Ambas bebieron un sorbo de Coca-Cola y añadieron al resto del refresco una generosa dosis de whisky. Luego taparon la boca del botellín con el pulgar, agitaron el contenido y abriendo la boca engulleron la espuma.

—Ahhh, qué delicia —exclamó Starling.

—No vayáis a derramar esa porquería —dijo Jeff.

—Tranquilo, Jeff —replicó Mapp que bajando la voz le dijo a Starling—: Hubieras tenido que ver al pobre Jeff esperándome delante de la licorería mientras compraba el whisky. Estaba horrorizado de que lo viese alguien y se chivase. —Y al ver que el whisky empezaba a hacer su efecto, al ver que Starling se arrellanaba en el asiento, Mapp le preguntó—: ¿Qué tal estás, Starling?

—Ardelia, si quieres que te diga la verdad, te juro que no lo sé.

—No tienes que volver allá, ¿verdad?

—Quizá tenga que ir un día de la semana próxima, pero espero que no sea necesario. El fiscal general ha ido a Columbus a hablar con la policía de Belvedere. Yo ya he prestado declaración.
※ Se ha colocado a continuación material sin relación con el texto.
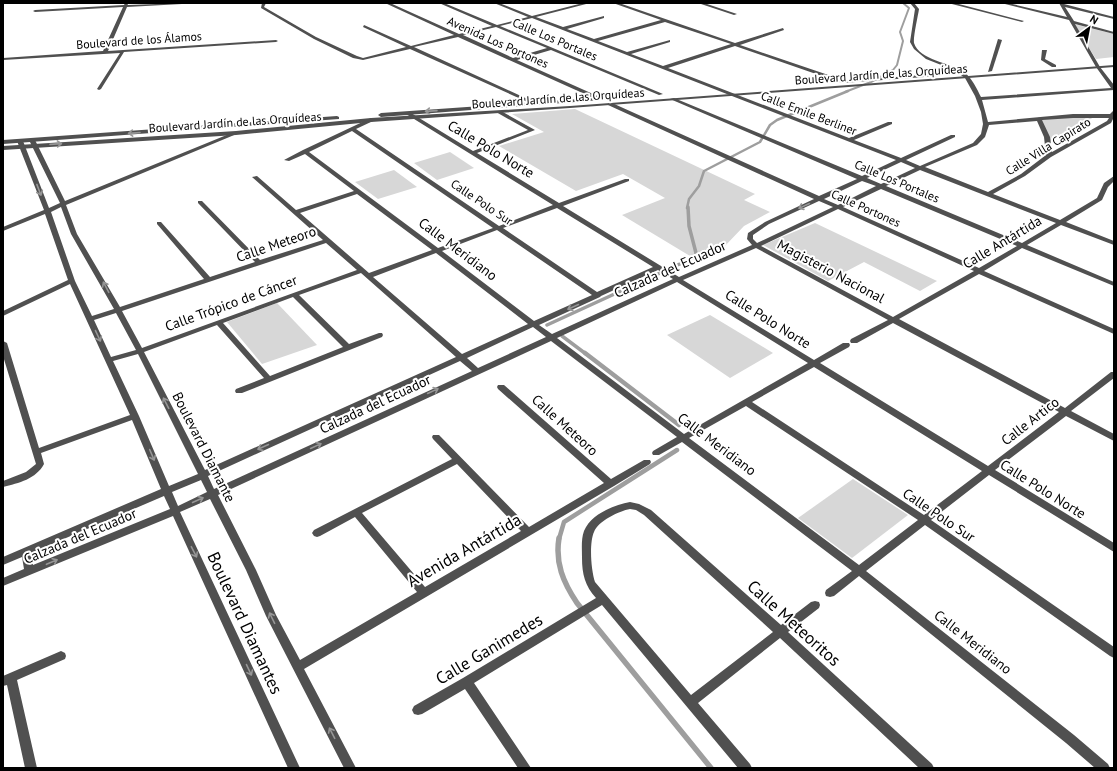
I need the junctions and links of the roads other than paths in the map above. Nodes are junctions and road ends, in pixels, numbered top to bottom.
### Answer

—Un par de cosas, buenas las dos —anunció Mapp—. La senadora Martin ha llamado durante toda la noche, desde Bethesda; a Catherine la han llevado a Bethesda, ¿lo sabías? Bueno, la chica está bastante bien; por lo visto no sufre ningún daño físico y respecto de las consecuencias emocionales, aún no se sabe; han de tenerla unos días en observación. Y por las clases no te preocupes. Crawford y Brigham han ido los dos a ver al director de la academia. El juicio se ha suspendido. Krendler ha retirado la querella. De todos modos, no creas que te van a regalar nada; los profesores de la academia tienen el alma de sargento. Tú no tienes que hacer el examen de Investigación y Captura, que es mañana a las ocho, pero lo haces el lunes, justo antes del examen de P. E. De todas formas, no te preocupes, empollaremos juntas durante todo el fin de semana.

Terminaron la bebida justo cuando ya se divisaba el sector norte de Quántico y arrojaron las pruebas condenatorias a una papelera de un área de descanso de la carretera.

—Ese Pilcher, el doctor Pilcher del Smithsonian, ha llamado tres veces. Me ha hecho prometerle que te diría que había llamado.

—No es doctor todavía.

—¿Opinas que puedes hacer algo con él?

—Quizá. Todavía no lo sé.

—Por su forma de hablar, suena bastante divertido. Y he llegado a la conclusión de que lo mejor de un hombre es que sea divertido. Dejando aparte, por supuesto, el que tenga dinero y sea básicamente manejable.

—Sí, y que tenga educación, eso no puede excluirse…

—Totalmente de acuerdo. Que sea todo lo hijo de puta que quiera, pero con educación.

Starling se fue de la ducha a la cama como una drogada. Mapp dejó encendida un rato la lámpara de la mesilla, hasta que la respiración de Starling se hizo regular y acompasada. Starling dormía agitada, un músculo de la mejilla le temblaba y en una ocasión se incorporó con los ojos abiertos de par en par.

Ardelia se despertó de madrugada y notó la habitación vacía. Encendió la luz. Starling no estaba en su cama.

Las bolsas de la ropa sucia de las dos habían desaparecido, de modo que Mapp supo dónde encontrarla.

Halló a Starling en la caldeada lavandería, con la cabeza apoyada en el suave runrún de una lavadora, durmiendo entre el olor a jabón, lejía y suavizante.

Starling tenía unos conocimientos de psicología más sólidos —Mapp sobresalía en derecho—, pero a pesar de ello fue Mapp la que adivinó que el ronroneo de la lavadora evocaba los latidos de un gran corazón y que el flujo de sus aguas era lo que oye un feto: nuestro último recuerdo de la paz.